On two independent datasets, we experimented with different values of L and M. We found L = 100 and M = 50 were a reasonably good choice to be considered as default values of L and M, respectively (Supplementary Figure 3).

IQR thresholding criteria for rare selection identification

FiRE marks a cell as rare if its FiRE score is ≥q3 + 1.5 × IQR, where q3 and IQR denote the third quartile and the interquartile range (75th percentile−25th percentile), respectively, of the number of FiRE scores across all cells.

F1 score computation for the simulation study

Both RaceID15 and GiniClust16 provide a binary prediction for rare cells. The contamination parameter in scikit-learn package implementation of LOF gives a threshold for the identification of outliers. In a two-class experiment (293T and Jurkat cells), it is straightforward to construct a confusion matrix. The F1 score on a confusion matrix can easily be computed as follows:

$${\mathrm{F}}_1{\mathrm{score}} = 2\frac{{{\mathrm{precision}} \times {\mathrm{recall}}}}{{{\mathrm{precision}} + {\mathrm{recall}}}}.$$

For the simulation experiment, rare cells were considered ones whose FiRE scores satisfied the IQR thresholding criterion.

For all algorithms, the F1 score has been calculated with respect to the minor population of the Jurkat cells.

Identification of differential genes

A traditional Wilcoxon’s rank sum test was used to identify DE genes with an FDR cutoff of 0.05 and an inter-group absolute fold-change cutoff of 1.5. Fold-change values were measured between group-wise mean expression values of a given gene. We qualified a gene to be a cell type-specific one if it was found differentially up-regulated in a particular cluster, as compared to each of the remaining clusters.
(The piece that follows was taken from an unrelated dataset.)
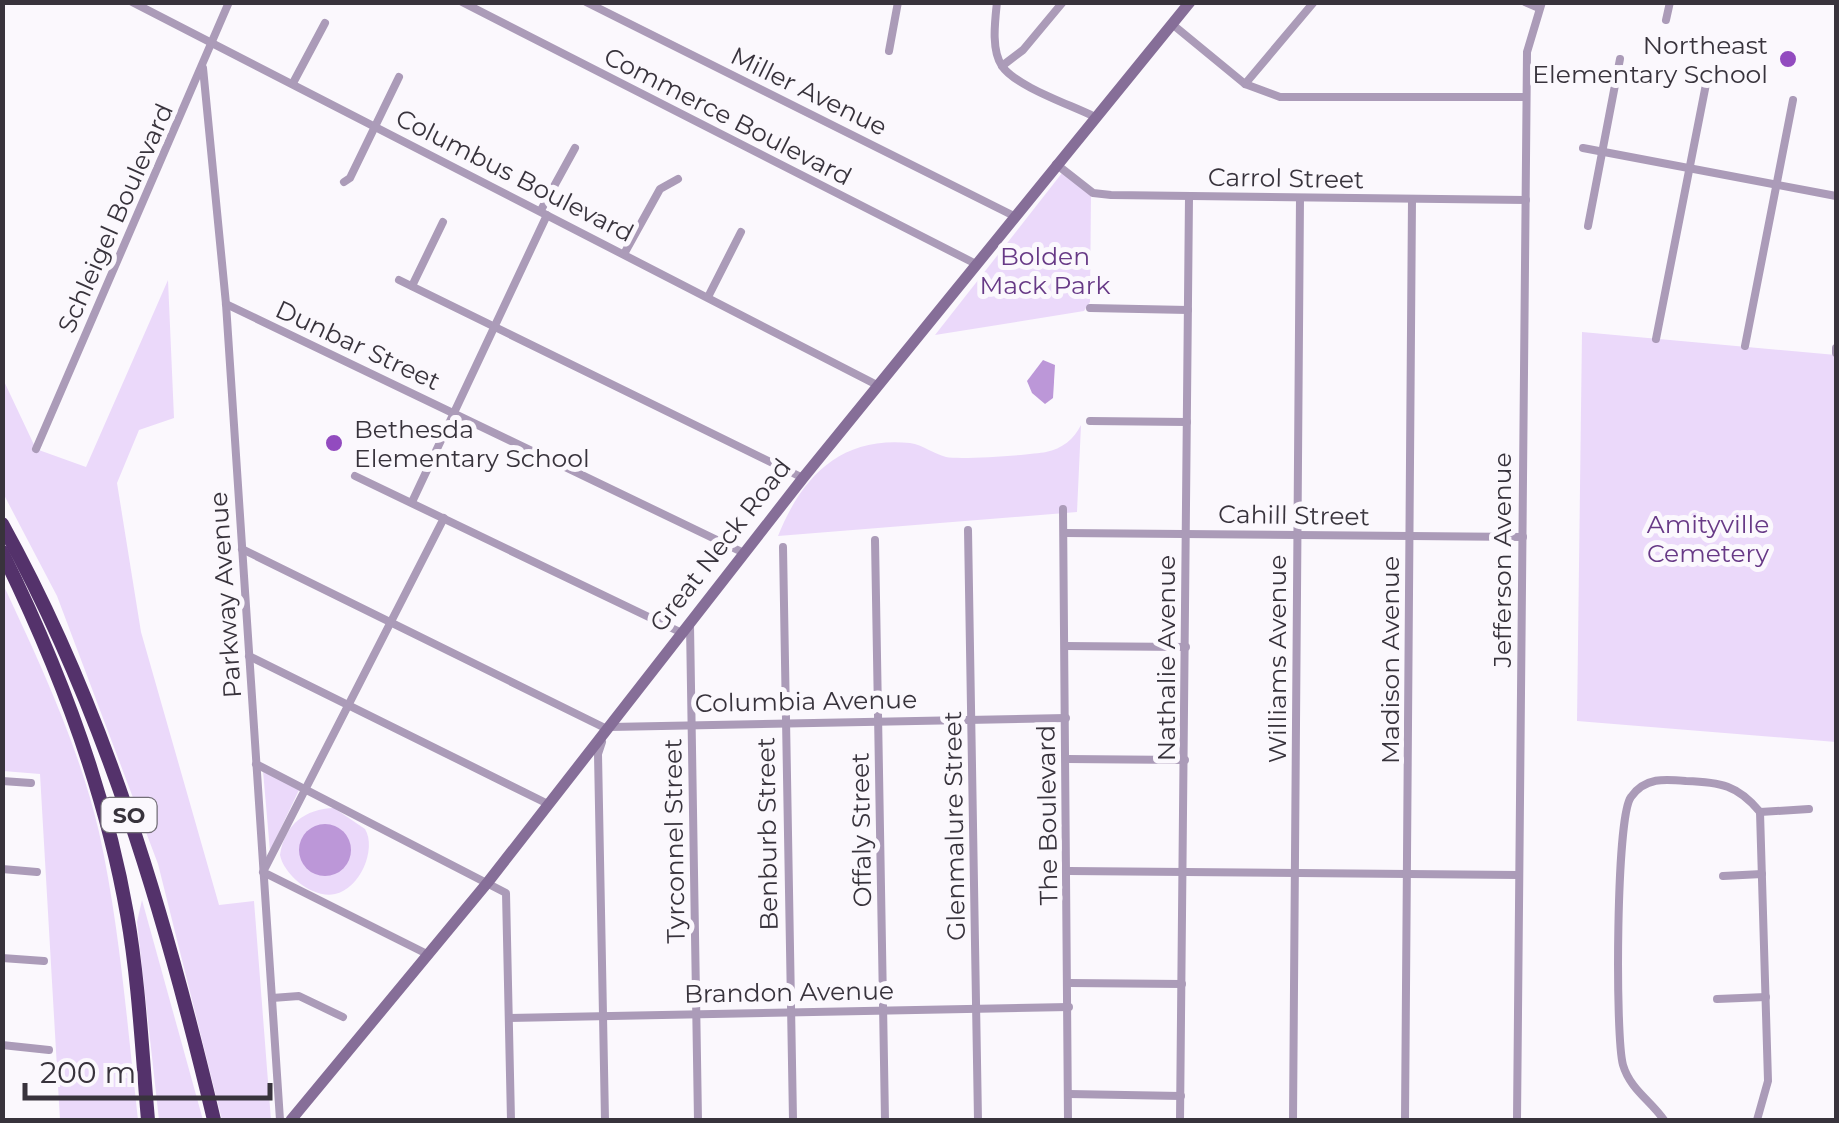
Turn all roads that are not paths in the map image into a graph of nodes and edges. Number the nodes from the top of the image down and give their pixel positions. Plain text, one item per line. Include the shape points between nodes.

ISH data from Allen Mouse Brain Atlas

We cross-referenced a number of genes specific to the newly discovered cell types with ISH data of mouse brain cells from the Allen Mouse Brain Atlas20. One must note that such cross-referencing is of limited utility. Images depicting ISH-based expression measurements mark the enrichment and abundance of a certain gene in a specific anatomical area under study. It is usually impossible to zero down on the cell type.

Identification of doublets

We used DoubletFinder27 to select top thousand putative doublets from the ~20 k mouse brain data5. The below command was used to identify the doublets:

doubletFinder(seu, expected.doublets = 1000, proportion.artificial = 0.25, proportion.NN = 0.01)

Time complexity analysis

Performance measures reported in this article are recorded on a workstation with 40 cores using Intel Xeon E7-4800 (Haswell-EX/Brickland Platform) CPUs with a clock speed of 1.9 GHz, 1024 GB DDR4-1866/2133 ECC RAM and Ubuntu 14.04.5 LTS operating system with 4.4.0-38-generic kernel. The time taken by each algorithm has been measured by running it on a single core.